Fig. 2A summarizes the overall performance for all methods and the different fractions of pathway signal perturbation p0. We display accuracy of the edge recovery, for varying p0. We also calculated the area under the ROC curve (AUC) based on the edge frequencies of the 50 replicate data sets, which yielded similar results in terms of accuracy (see supplementary S2 Fig). As expected, all methods performed equally well when there is no signal disruption (p0 = 0). However, when p0 is moderate to high, NEMix performs significantly better than the other methods. If the triggering signal is always turned off, performance of all methods drops drastically. Intuitively, this is because in such a special case, all features downstream of Z always show an effect and hence they cannot be used for structure learning. For example, if, in Fig. 1B, Z is inactive for each cell, we could not infer the structure among S2 and S3. In reality though, permanent shut down of the pathway is very unlikely. For the infection screens p0 = 1 would mean that no cell is ever infected. Pathway activity estimates are also of overall high accuracy (Fig. 2B). Although simulation results demonstrate that the performance of learning Z and θ varies, depending on the network structure, the average performance is very good (S3 Fig, S4 Fig, S5 Fig).

Fig 2. Performance comparison of the simulations.

(A) Simulation results are summarized based on the accuracy of recovered edges for the compared methods. The methods are random, random edge sampling with rate 1n; NEM, the normal NEM inference; sc-NEM, the cell level NEM and NEMix, using the NEMix inference with the hidden pathway state. All methods were run on 50 simulated data sets from 30 sample networks, repeated for different knock-down probabilities of the pathway state p0. (B) For the NEMix model, the distributions of inferred p0 values are compared to the true p0.

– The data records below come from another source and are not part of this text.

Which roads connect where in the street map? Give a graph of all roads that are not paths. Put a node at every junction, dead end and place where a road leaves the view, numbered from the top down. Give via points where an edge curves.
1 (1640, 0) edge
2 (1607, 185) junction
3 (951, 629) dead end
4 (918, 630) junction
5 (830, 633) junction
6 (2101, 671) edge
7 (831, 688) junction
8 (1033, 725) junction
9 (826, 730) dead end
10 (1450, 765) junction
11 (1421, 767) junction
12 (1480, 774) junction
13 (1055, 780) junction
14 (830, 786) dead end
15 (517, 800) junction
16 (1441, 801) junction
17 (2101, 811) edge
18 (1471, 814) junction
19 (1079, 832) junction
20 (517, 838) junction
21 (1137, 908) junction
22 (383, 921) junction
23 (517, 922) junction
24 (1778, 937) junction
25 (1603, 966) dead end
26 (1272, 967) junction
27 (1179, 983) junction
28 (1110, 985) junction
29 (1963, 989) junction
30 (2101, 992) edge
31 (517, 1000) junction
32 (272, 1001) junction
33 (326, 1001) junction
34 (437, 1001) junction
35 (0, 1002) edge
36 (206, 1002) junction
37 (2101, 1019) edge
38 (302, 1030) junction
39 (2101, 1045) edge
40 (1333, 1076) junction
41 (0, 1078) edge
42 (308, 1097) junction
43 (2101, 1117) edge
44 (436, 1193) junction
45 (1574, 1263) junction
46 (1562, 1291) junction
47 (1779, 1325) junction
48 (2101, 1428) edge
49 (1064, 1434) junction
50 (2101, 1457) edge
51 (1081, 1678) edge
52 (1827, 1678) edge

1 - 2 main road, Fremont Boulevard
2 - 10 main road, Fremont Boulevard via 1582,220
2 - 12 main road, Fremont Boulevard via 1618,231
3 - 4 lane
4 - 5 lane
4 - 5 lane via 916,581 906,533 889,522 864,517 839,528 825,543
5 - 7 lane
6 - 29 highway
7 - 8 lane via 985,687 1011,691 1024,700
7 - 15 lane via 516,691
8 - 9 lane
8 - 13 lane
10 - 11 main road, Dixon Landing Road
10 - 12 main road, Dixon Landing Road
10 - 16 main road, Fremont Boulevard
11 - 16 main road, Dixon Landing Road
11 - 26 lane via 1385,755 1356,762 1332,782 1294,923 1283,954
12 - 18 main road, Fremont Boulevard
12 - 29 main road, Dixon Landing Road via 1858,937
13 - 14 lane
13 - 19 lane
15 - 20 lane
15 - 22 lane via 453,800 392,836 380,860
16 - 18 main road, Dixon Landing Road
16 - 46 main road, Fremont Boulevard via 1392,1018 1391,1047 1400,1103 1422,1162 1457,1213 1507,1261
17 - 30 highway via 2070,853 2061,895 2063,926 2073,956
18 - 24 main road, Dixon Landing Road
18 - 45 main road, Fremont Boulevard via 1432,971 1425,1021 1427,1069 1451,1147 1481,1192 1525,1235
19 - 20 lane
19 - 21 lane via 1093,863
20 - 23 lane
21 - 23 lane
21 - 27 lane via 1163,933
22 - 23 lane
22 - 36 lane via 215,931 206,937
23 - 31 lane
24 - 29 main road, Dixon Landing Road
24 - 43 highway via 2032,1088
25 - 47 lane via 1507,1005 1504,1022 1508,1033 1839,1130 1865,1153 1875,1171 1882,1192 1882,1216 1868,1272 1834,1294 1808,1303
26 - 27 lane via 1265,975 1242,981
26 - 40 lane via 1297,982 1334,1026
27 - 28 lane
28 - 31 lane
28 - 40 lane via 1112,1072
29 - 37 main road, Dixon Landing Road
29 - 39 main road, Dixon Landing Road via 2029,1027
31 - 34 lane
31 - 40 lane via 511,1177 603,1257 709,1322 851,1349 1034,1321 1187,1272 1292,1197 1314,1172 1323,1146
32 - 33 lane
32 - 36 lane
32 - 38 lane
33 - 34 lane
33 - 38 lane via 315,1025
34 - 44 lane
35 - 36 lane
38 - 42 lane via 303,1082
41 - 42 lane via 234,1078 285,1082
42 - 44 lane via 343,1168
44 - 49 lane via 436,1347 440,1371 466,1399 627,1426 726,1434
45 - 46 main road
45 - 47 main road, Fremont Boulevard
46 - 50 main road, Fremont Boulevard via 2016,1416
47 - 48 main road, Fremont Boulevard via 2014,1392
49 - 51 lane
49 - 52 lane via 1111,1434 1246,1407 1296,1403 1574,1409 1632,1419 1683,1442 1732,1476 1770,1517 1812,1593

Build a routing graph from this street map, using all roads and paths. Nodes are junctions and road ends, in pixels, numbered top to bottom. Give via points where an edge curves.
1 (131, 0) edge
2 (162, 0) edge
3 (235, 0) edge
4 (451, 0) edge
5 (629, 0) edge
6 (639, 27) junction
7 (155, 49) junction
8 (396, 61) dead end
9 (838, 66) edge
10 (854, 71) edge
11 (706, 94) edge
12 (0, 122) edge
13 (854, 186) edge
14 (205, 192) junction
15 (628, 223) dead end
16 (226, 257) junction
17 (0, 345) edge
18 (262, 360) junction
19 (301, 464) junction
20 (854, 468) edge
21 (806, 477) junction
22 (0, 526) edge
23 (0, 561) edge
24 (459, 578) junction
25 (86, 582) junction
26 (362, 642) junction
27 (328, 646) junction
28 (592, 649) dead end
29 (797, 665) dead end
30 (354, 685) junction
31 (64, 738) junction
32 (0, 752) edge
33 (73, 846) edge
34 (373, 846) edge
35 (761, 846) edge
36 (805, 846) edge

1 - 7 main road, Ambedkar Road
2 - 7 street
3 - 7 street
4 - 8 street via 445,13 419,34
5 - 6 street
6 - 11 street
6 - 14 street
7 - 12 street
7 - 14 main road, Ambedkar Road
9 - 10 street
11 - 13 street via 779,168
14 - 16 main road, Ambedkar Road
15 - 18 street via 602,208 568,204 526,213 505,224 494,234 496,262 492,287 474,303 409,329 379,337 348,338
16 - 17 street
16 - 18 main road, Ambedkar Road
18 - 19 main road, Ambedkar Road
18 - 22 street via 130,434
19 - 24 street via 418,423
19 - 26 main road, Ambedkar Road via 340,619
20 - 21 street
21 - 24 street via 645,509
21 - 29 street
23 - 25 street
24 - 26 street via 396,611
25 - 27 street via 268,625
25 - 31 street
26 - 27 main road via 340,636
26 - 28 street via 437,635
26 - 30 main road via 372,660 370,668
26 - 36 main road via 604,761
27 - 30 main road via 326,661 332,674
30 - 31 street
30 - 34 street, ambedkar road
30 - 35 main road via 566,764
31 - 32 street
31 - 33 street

Currently, one of the main obstacles for learning larger NEMix models is the fast growing run-time for n > 5 network nodes. Run-time is further increased by a factor of n, when initiating the algorithm with each possible connection of Z to one of the knock-down genes. To assess its performance on larger networks, we ran a reduced simulation study on n = 5, 10, and 15 genes. The setup and results of the study are described in detail in S6 Fig. Larger networks of 15 nodes can still be estimated very well (S6 Fig. A) and estimation of the parameter p0 even improves (S1 Fig. D). However, the average time to estimate a 15-node network was 9.5 hours. This is substantially more than the average 1.9 hours needed for 10-node networks. Thus, in a highly parallelized computing environment, even larger networks can be estimated.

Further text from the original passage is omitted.